Material for the task -
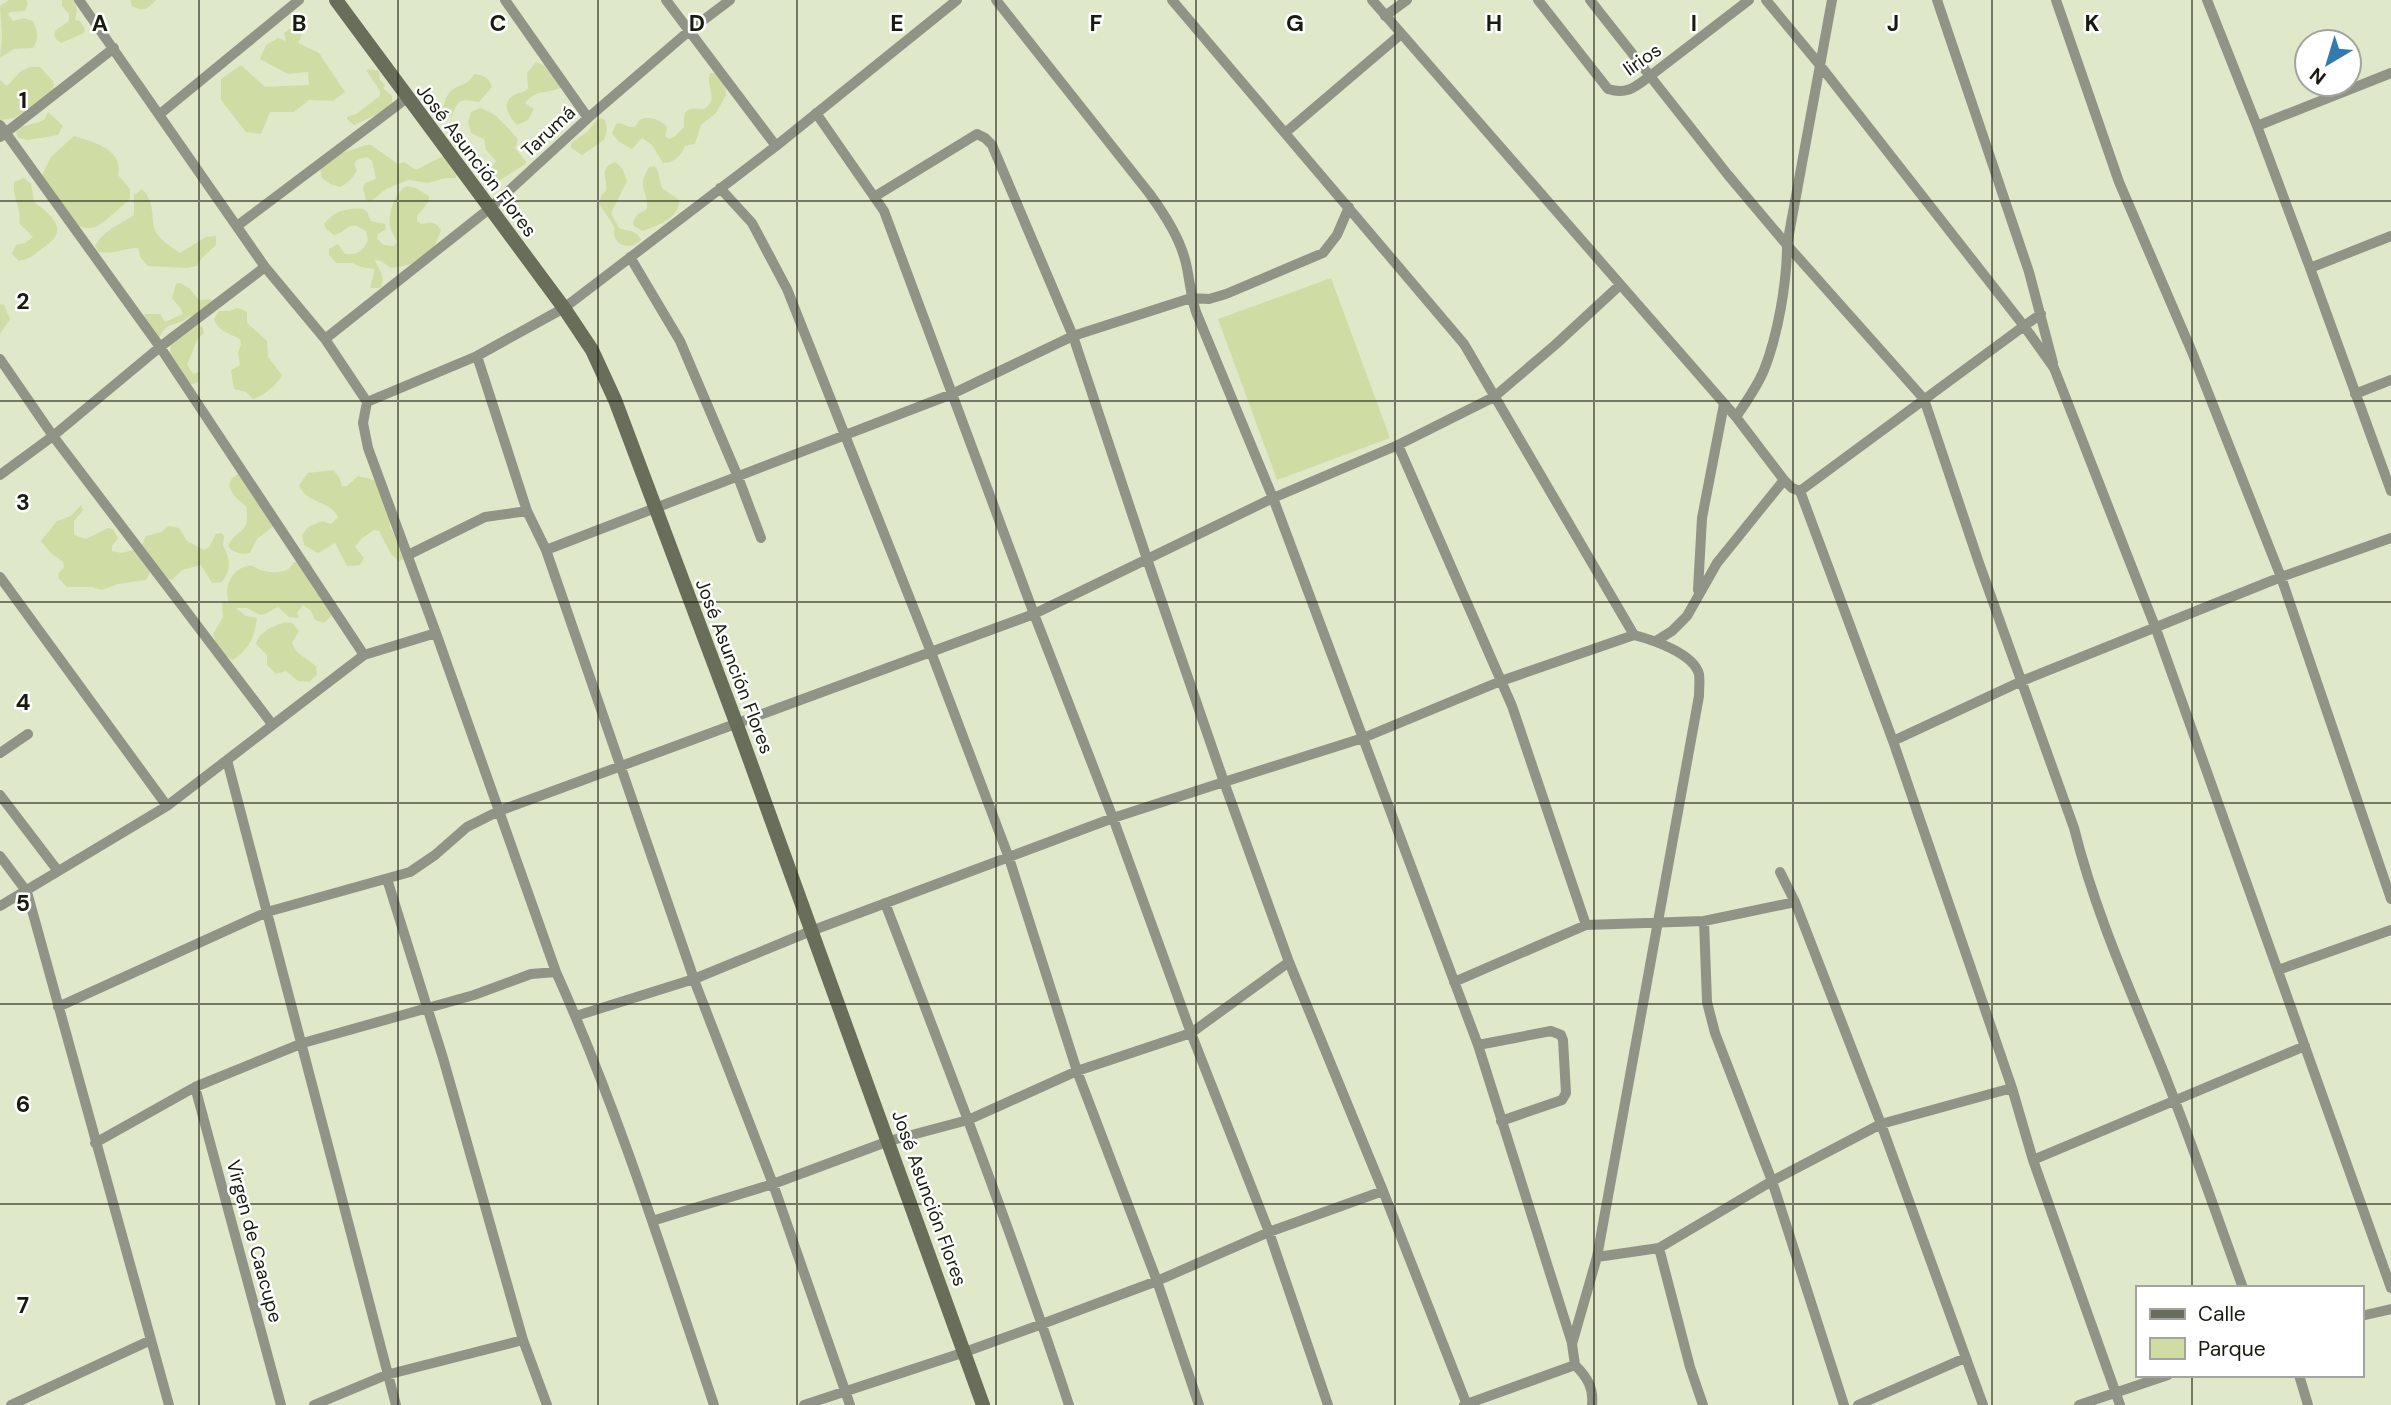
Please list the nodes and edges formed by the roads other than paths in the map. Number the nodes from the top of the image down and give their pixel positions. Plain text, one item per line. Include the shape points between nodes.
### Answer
1 (299, 0) edge
2 (336, 0) edge
3 (505, 0) edge
4 (666, 0) edge
5 (730, 0) edge
6 (957, 0) edge
7 (996, 0) edge
8 (1172, 0) edge
9 (1372, 0) edge
10 (1407, 0) edge
11 (1538, 0) edge
12 (1590, 0) edge
13 (1749, 0) edge
14 (1766, 0) edge
15 (1832, 0) edge
16 (1937, 0) edge
17 (2056, 0) edge
18 (2207, 0) edge
19 (84, 2) edge
20 (1385, 16) junction
21 (689, 31) junction
22 (1400, 35) junction
23 (114, 48) junction
24 (1819, 64) junction
25 (2391, 73) edge
26 (1650, 76) junction
27 (407, 98) junction
28 (816, 113) junction
29 (160, 114) junction
30 (588, 118) junction
31 (2257, 126) junction
32 (2, 132) edge
33 (1285, 132) junction
34 (776, 146) junction
35 (720, 188) junction
36 (874, 197) junction
37 (1349, 207) junction
38 (489, 209) junction
39 (237, 226) junction
40 (2391, 236) edge
41 (1787, 245) junction
42 (630, 257) junction
43 (265, 267) junction
44 (2310, 268) junction
45 (1620, 285) junction
46 (1191, 298) junction
47 (564, 308) junction
48 (2041, 314) junction
49 (2024, 327) junction
50 (1073, 335) junction
51 (325, 339) junction
52 (160, 347) junction
53 (477, 356) junction
54 (0, 359) edge
55 (2054, 368) junction
56 (2391, 380) edge
57 (952, 394) junction
58 (2355, 394) junction
59 (1494, 397) junction
60 (1924, 399) junction
61 (367, 402) junction
62 (1724, 404) junction
63 (1736, 417) junction
64 (845, 435) junction
65 (53, 436) junction
66 (1398, 445) junction
67 (0, 475) edge
68 (738, 477) junction
69 (1784, 480) junction
70 (1800, 491) junction
71 (2391, 491) edge
72 (1273, 498) junction
73 (654, 509) junction
74 (527, 511) junction
75 (761, 538) dead end
76 (2391, 538) edge
77 (546, 550) junction
78 (408, 555) junction
79 (1147, 559) junction
80 (0, 577) edge
81 (2281, 577) junction
82 (1698, 594) junction
83 (1034, 614) junction
84 (2156, 629) junction
85 (436, 632) junction
86 (1634, 635) junction
87 (1656, 641) junction
88 (931, 652) junction
89 (364, 655) junction
90 (1501, 681) junction
91 (2022, 681) junction
92 (272, 724) junction
93 (737, 725) junction
94 (28, 734) dead end
95 (1363, 738) junction
96 (1894, 741) junction
97 (0, 753) edge
98 (228, 761) junction
99 (620, 767) junction
100 (1224, 782) junction
101 (0, 794) edge
102 (167, 806) junction
103 (499, 811) junction
104 (1113, 818) junction
105 (0, 856) edge
106 (1009, 858) junction
107 (58, 871) junction
108 (1780, 872) dead end
109 (387, 879) junction
110 (27, 891) junction
111 (2391, 899) edge
112 (1795, 902) junction
113 (885, 903) junction
114 (0, 906) edge
115 (267, 912) junction
116 (1704, 921) junction
117 (1659, 923) junction
118 (1586, 925) junction
119 (2391, 930) edge
120 (811, 931) junction
121 (1289, 962) junction
122 (2278, 970) junction
123 (556, 972) junction
124 (694, 979) junction
125 (1454, 982) junction
126 (58, 1007) junction
127 (428, 1009) junction
128 (576, 1016) junction
129 (1191, 1033) junction
130 (303, 1043) junction
131 (1478, 1045) junction
132 (2305, 1046) junction
133 (1077, 1071) junction
134 (195, 1087) junction
135 (2012, 1088) junction
136 (2174, 1102) junction
137 (968, 1120) junction
138 (1501, 1121) junction
139 (1881, 1124) junction
140 (889, 1141) junction
141 (95, 1143) junction
142 (2034, 1160) junction
143 (1772, 1181) junction
144 (773, 1184) junction
145 (1383, 1191) junction
146 (652, 1221) junction
147 (1269, 1232) junction
148 (1659, 1248) junction
149 (1598, 1257) junction
150 (1157, 1281) junction
151 (2242, 1286) edge
152 (2391, 1288) edge
153 (2391, 1309) edge
154 (2363, 1316) edge
155 (1042, 1324) junction
156 (151, 1340) junction
157 (523, 1340) junction
158 (1572, 1343) junction
159 (965, 1352) junction
160 (1965, 1358) junction
161 (1575, 1365) junction
162 (386, 1375) junction
163 (2163, 1377) edge
164 (2300, 1377) edge
165 (845, 1392) junction
166 (2117, 1394) junction
167 (10, 1405) edge
168 (169, 1405) edge
169 (281, 1405) edge
170 (314, 1405) edge
171 (396, 1405) edge
172 (547, 1405) edge
173 (714, 1405) edge
174 (804, 1405) edge
175 (850, 1405) edge
176 (983, 1405) edge
177 (1069, 1405) edge
178 (1199, 1405) edge
179 (1328, 1405) edge
180 (1466, 1405) edge
181 (1592, 1405) edge
182 (1703, 1405) edge
183 (1844, 1405) edge
184 (1858, 1405) edge
185 (1983, 1405) edge
186 (2079, 1405) edge
187 (2120, 1405) edge
188 (2308, 1405) edge

1 - 29 street
2 - 27 street, José Asunción Flores
3 - 30 street
4 - 21 street
5 - 21 street, Tarumá
6 - 28 street
7 - 46 street via 1166,216 1187,266
8 - 33 street
9 - 20 street
10 - 20 street
11 - 26 street, lirios via 1608,89 1621,93
12 - 26 street
13 - 26 street, lirios
14 - 24 street
15 - 24 street
16 - 48 street
17 - 81 street via 2119,182
18 - 31 street
19 - 23 street
20 - 22 street
21 - 30 street, Tarumá
21 - 34 street
22 - 33 street
22 - 45 street
23 - 29 street
23 - 32 street
24 - 41 street
24 - 49 street
25 - 31 street
26 - 41 street
27 - 38 street, José Asunción Flores
27 - 39 street
28 - 34 street
28 - 36 street
29 - 39 street
30 - 38 street, Tarumá
31 - 44 street
32 - 52 street
33 - 37 street
34 - 35 street
35 - 42 street
35 - 64 street via 752,223 787,289
36 - 50 street via 977,134 985,138 992,145
36 - 57 street via 884,211
37 - 46 street via 1323,253 1209,299
37 - 59 street via 1464,344
38 - 47 street, José Asunción Flores
38 - 51 street, Tarumá
39 - 43 street
40 - 44 street
41 - 60 street
41 - 63 street via 1785,285 1769,355 1760,380
42 - 47 street
42 - 68 street via 680,341
43 - 51 street
43 - 52 street
44 - 58 street
45 - 59 street
45 - 62 street
46 - 50 street
46 - 72 street
47 - 53 street
47 - 73 street, José Asunción Flores via 592,350 615,400
48 - 49 street
48 - 55 street
49 - 55 street
49 - 60 street
50 - 57 street
50 - 79 street
51 - 61 street
52 - 65 street
52 - 89 street
53 - 61 street
53 - 74 street
54 - 65 street
55 - 84 street
56 - 58 street
57 - 64 street
57 - 83 street
58 - 71 street
59 - 66 street
59 - 86 street
60 - 70 street
60 - 91 street
61 - 78 street via 363,423 368,448
62 - 63 street
62 - 82 street via 1702,518
63 - 69 street
64 - 68 street
64 - 88 street
65 - 67 street
65 - 92 street
66 - 72 street
66 - 90 street
68 - 73 street
68 - 75 street
69 - 70 street
69 - 82 street via 1717,563
70 - 96 street
72 - 79 street
72 - 95 street
73 - 77 street
73 - 93 street, José Asunción Flores
74 - 77 street
74 - 78 street via 485,517
76 - 81 street
77 - 99 street
78 - 85 street
79 - 83 street
79 - 100 street
80 - 102 street
81 - 84 street
81 - 111 street
82 - 87 street via 1672,631
83 - 88 street
83 - 104 street
84 - 91 street
84 - 122 street
85 - 89 street
85 - 103 street
86 - 87 street
86 - 90 street
87 - 117 street via 1691,661 1700,676
88 - 93 street
88 - 106 street
89 - 92 street
90 - 95 street
90 - 118 street
91 - 96 street
91 - 136 street via 2093,897
92 - 98 street
93 - 99 street
93 - 120 street, José Asunción Flores
94 - 97 street
95 - 100 street
95 - 125 street
96 - 135 street
98 - 102 street
98 - 115 street
99 - 103 street
99 - 124 street
100 - 104 street
100 - 121 street
101 - 107 street
102 - 107 street
103 - 109 street via 467,827 410,872
103 - 123 street
104 - 106 street
104 - 129 street
105 - 110 street
106 - 113 street
106 - 133 street
107 - 110 street
108 - 112 street
109 - 115 street
109 - 127 street
110 - 114 street
110 - 126 street
112 - 116 street
112 - 139 street
113 - 120 street
113 - 137 street
115 - 126 street
115 - 130 street
116 - 117 street
116 - 143 street via 1707,1002
117 - 118 street
117 - 149 street
118 - 125 street
119 - 122 street
120 - 124 street
120 - 140 street, José Asunción Flores
121 - 129 street
121 - 145 street
122 - 132 street
123 - 127 street via 531,974
123 - 128 street
124 - 128 street
124 - 144 street
125 - 131 street
126 - 141 street
127 - 130 street
127 - 157 street
128 - 146 street
129 - 133 street
129 - 147 street
130 - 134 street
130 - 162 street
131 - 138 street
131 - 138 street via 1551,1031 1563,1040 1563,1100
132 - 136 street
132 - 152 street
133 - 137 street
133 - 150 street
134 - 141 street
134 - 169 street, Virgen de Caacupe
135 - 139 street
135 - 142 street
136 - 142 street
136 - 151 street
137 - 140 street
137 - 155 street
138 - 158 street
139 - 143 street
139 - 160 street
140 - 144 street
140 - 159 street, José Asunción Flores
141 - 156 street
142 - 166 street
143 - 148 street
143 - 183 street
144 - 146 street
144 - 165 street
145 - 147 street
145 - 180 street
146 - 173 street
147 - 150 street
147 - 179 street
148 - 149 street
148 - 182 street
149 - 158 street
150 - 155 street
150 - 178 street
153 - 154 street
155 - 159 street
155 - 177 street
156 - 167 street
156 - 168 street
157 - 162 street
157 - 172 street
158 - 161 street
159 - 165 street
159 - 176 street, José Asunción Flores
160 - 184 street
160 - 185 street
161 - 180 street
161 - 181 street via 1593,1390
162 - 170 street
162 - 171 street
163 - 166 street
164 - 188 street
165 - 174 street
165 - 175 street
166 - 186 street
166 - 187 street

Task to complete - Whenever a line of the material above contains the string "José", copy that line out.

Answer box -
2 - 27 street, José Asunción Flores
27 - 38 street, José Asunción Flores
38 - 47 street, José Asunción Flores
47 - 73 street, José Asunción Flores via 592,350 615,400
73 - 93 street, José Asunción Flores
93 - 120 street, José Asunción Flores
120 - 140 street, José Asunción Flores
140 - 159 street, José Asunción Flores
159 - 176 street, José Asunción Flores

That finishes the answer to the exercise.